And if I were Steve Jobs, I'd light a fire under my iTunes development and licensing teams and demand that the Windows version of iTunes be ready in time for the first lawsuits. If it's not, Apple will have squandered perhaps the best opportunity to port its success with iTunes over to the Windows platform.
For the ISPs of the world, such as AOL (AOL: Research, Estimates), Comcast (CMCSK: Research, Estimates), Earthlink (ELNK: Research, Estimates), and Verizon (VZ: Research, Estimates), the timing is double-edged. Verizon recently lost a suit in which the court ruled that the company must release the identities of its song-swapping users. Although Verizon is appealing the decision, the appeal won't be heard until September -- likely after the RIAA lawsuits are announced.

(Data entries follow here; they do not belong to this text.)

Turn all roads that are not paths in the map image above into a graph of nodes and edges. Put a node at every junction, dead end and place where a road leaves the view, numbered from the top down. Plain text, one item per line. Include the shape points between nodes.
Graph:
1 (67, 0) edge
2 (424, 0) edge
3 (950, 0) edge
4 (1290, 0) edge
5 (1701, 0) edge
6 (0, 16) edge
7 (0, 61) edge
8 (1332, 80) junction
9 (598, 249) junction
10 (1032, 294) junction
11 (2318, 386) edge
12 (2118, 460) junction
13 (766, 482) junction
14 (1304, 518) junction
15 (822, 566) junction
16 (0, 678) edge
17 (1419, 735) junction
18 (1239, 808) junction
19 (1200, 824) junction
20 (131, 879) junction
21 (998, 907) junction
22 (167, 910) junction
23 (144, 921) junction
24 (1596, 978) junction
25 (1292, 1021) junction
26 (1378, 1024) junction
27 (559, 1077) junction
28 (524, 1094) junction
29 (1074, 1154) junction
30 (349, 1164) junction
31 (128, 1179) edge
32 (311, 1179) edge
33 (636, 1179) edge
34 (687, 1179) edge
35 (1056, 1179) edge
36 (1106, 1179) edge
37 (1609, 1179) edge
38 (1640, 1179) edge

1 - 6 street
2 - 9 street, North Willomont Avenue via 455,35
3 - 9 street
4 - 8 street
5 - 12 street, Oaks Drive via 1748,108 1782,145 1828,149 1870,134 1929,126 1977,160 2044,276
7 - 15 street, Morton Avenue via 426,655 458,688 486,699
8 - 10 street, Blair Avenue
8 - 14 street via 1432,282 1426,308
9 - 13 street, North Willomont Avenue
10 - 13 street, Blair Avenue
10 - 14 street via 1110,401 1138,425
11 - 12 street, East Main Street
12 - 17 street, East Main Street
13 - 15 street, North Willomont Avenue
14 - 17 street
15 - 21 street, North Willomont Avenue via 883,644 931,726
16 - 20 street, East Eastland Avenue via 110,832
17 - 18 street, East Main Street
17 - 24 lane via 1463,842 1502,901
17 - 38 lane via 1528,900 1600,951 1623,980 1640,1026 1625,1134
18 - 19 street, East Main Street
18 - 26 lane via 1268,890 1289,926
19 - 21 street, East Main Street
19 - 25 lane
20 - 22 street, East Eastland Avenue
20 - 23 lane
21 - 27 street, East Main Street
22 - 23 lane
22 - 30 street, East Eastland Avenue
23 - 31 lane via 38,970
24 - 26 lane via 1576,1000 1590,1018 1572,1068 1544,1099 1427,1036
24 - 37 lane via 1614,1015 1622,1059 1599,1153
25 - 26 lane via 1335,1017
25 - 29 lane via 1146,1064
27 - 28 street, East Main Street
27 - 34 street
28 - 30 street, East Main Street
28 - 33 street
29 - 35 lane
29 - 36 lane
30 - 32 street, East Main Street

That's one big reason for the RIAA's timing: It has a window of opportunity during which the ISPs must hand over subscriber data, per the court's decision. So, for most ISPs, the "good news" is that they won't have to foot massive legal bills contesting the RIAA's right to demand customer data -- Verizon is doing that for them. Of course, subscribers will be plenty angry at any ISP that turns them in.
The last sector that could stand to benefit from the RIAA activity, although not as directly as the legitimate services listed above, are the manufacturers of blank CDs, like Iomega and Memorex, and CD-R drives, like Hewlett-Packard (HPQ: Research, Estimates) and Hitachi (HIT: Research, Estimates).
"If people can't use the network, they'll resort to the sneakernet," says Phil Leigh, an analyst with Raymond James & Associates, referring to the term used to describe people physically walking discs to another user in, say, a dorm room.
"People have gotten used to listening to songs in the order they want, and they'll want to continue to do so even if they can't get the individual songs from file-trading programs."
Most of the news coming out of the digital music camp this summer will likely focus on outraged citizens being sued for millions of dollars. Trust me: It will be one of the biggest stories of the late summer.
But investors should read between the lines and watch how the legitimate music services and their partners react to the opportunity -- it's a big one.